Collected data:
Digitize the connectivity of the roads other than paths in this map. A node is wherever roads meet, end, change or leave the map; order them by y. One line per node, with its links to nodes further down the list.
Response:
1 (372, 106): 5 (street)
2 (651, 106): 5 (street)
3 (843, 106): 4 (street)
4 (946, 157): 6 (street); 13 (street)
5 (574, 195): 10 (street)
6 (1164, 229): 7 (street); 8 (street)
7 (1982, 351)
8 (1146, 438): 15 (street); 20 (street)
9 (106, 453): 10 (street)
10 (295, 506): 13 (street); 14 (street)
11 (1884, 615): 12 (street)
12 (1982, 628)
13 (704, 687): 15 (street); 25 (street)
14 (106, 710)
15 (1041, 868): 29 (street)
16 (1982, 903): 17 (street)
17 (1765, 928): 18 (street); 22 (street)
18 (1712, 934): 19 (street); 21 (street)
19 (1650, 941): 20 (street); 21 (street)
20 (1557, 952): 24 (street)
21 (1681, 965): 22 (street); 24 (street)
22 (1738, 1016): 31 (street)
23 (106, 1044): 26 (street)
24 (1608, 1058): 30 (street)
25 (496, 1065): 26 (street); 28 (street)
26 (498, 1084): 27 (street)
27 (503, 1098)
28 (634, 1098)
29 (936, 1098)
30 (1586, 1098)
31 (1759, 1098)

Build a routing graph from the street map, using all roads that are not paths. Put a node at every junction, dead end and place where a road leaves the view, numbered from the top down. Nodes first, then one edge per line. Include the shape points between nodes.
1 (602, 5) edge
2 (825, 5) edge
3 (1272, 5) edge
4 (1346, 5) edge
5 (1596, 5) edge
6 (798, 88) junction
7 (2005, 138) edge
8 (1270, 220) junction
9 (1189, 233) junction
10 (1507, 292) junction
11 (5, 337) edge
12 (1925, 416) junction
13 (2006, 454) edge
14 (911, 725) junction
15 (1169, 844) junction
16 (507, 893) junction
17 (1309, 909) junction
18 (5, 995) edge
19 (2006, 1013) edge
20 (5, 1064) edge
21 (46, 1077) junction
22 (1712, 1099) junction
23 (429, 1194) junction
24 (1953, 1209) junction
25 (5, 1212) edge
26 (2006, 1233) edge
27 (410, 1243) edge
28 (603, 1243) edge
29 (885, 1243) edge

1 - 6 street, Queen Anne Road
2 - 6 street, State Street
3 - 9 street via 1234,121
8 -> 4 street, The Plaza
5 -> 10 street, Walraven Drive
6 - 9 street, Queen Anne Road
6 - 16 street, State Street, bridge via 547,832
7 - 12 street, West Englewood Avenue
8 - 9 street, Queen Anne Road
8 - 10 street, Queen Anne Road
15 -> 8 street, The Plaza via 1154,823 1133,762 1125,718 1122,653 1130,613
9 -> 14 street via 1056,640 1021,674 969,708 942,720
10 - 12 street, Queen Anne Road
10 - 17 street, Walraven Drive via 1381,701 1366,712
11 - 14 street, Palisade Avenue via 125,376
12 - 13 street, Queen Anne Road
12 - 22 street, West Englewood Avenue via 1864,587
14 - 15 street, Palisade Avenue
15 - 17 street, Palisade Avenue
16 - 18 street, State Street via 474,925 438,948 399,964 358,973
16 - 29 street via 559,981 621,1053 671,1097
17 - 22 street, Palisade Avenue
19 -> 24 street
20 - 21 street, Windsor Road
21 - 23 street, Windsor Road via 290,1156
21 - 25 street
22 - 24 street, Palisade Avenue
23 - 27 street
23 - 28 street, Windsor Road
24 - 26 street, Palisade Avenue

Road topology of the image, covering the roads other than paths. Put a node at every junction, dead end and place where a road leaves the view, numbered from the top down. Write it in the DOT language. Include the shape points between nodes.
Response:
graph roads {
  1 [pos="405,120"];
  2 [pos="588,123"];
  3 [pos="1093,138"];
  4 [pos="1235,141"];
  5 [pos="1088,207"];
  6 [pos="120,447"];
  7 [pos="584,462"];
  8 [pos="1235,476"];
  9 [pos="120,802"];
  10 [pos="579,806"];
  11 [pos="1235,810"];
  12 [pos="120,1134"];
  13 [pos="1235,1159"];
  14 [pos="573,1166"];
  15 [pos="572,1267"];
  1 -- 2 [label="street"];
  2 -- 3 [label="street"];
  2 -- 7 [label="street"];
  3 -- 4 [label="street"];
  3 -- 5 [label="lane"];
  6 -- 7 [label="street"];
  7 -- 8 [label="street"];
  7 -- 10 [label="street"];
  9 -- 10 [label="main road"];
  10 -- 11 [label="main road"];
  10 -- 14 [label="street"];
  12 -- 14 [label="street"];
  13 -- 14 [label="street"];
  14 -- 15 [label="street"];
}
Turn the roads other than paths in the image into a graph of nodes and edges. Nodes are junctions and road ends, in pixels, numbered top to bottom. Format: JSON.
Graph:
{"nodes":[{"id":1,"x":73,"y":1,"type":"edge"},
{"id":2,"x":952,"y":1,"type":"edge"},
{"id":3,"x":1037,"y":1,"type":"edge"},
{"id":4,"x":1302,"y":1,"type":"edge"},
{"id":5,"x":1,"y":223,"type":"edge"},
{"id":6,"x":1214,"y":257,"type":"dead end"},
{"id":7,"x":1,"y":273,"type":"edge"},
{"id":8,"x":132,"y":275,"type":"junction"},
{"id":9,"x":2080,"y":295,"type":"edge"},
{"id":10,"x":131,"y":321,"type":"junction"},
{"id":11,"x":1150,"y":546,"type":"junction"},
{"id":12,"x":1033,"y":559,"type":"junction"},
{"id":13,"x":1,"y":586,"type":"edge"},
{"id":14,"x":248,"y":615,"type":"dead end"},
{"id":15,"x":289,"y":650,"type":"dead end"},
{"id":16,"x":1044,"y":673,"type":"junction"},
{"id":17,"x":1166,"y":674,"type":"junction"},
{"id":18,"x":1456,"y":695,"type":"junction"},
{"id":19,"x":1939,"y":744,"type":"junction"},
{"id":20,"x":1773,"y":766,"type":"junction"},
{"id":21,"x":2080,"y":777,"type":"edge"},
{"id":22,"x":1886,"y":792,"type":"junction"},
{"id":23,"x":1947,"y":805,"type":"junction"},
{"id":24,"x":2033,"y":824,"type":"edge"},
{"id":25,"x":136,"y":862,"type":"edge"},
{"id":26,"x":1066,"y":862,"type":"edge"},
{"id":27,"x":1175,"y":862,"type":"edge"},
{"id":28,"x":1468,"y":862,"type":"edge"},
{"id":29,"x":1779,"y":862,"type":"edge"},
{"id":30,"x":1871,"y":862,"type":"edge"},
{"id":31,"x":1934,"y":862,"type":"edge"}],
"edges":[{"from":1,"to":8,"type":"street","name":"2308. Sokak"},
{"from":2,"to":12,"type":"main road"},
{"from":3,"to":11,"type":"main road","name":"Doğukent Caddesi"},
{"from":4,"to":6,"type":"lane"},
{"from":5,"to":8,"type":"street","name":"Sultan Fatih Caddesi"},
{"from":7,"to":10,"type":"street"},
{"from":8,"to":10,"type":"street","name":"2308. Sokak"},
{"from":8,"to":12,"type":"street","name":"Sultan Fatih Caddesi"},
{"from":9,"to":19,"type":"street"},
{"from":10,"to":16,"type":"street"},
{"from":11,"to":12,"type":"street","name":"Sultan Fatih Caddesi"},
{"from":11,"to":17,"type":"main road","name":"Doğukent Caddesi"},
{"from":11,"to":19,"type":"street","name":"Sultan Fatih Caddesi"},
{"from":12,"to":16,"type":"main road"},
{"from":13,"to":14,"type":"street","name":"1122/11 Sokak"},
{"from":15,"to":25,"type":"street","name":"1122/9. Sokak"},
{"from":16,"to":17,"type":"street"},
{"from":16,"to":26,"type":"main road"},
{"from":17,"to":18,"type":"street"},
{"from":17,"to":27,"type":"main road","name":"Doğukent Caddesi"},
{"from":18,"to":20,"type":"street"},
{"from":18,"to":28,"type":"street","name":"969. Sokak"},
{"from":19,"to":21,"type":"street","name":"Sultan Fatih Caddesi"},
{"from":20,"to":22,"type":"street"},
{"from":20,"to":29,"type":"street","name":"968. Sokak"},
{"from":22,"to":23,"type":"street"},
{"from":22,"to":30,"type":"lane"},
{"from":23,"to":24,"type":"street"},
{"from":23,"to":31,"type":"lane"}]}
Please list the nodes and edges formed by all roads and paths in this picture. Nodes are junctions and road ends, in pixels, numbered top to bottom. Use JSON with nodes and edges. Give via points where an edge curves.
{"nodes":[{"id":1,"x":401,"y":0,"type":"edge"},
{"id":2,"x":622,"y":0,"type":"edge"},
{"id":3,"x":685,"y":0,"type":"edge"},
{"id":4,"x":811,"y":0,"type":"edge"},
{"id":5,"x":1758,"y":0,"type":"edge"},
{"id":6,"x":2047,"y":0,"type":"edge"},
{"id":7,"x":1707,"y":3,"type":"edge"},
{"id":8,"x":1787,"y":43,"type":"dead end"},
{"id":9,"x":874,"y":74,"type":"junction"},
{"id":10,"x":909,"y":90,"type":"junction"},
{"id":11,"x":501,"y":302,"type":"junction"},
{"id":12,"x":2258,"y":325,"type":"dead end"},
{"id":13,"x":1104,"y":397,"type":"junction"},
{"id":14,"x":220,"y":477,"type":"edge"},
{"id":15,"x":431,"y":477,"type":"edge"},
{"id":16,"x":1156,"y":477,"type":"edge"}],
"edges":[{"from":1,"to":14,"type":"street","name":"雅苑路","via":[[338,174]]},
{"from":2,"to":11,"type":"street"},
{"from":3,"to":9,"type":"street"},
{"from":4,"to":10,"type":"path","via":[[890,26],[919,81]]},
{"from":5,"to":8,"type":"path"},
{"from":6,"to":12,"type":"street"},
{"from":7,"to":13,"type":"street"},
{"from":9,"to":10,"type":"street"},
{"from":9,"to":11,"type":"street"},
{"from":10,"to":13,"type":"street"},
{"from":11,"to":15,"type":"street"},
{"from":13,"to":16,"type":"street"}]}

▸ **WORK REQUIRED**
Search the records for the word "lane". Copy each line where it appears.

▸ **EXERCISE ANSWER**
  3 -- 5 [label="lane"];
{"from":4,"to":6,"type":"lane"},
{"from":22,"to":30,"type":"lane"},
{"from":23,"to":31,"type":"lane"}]}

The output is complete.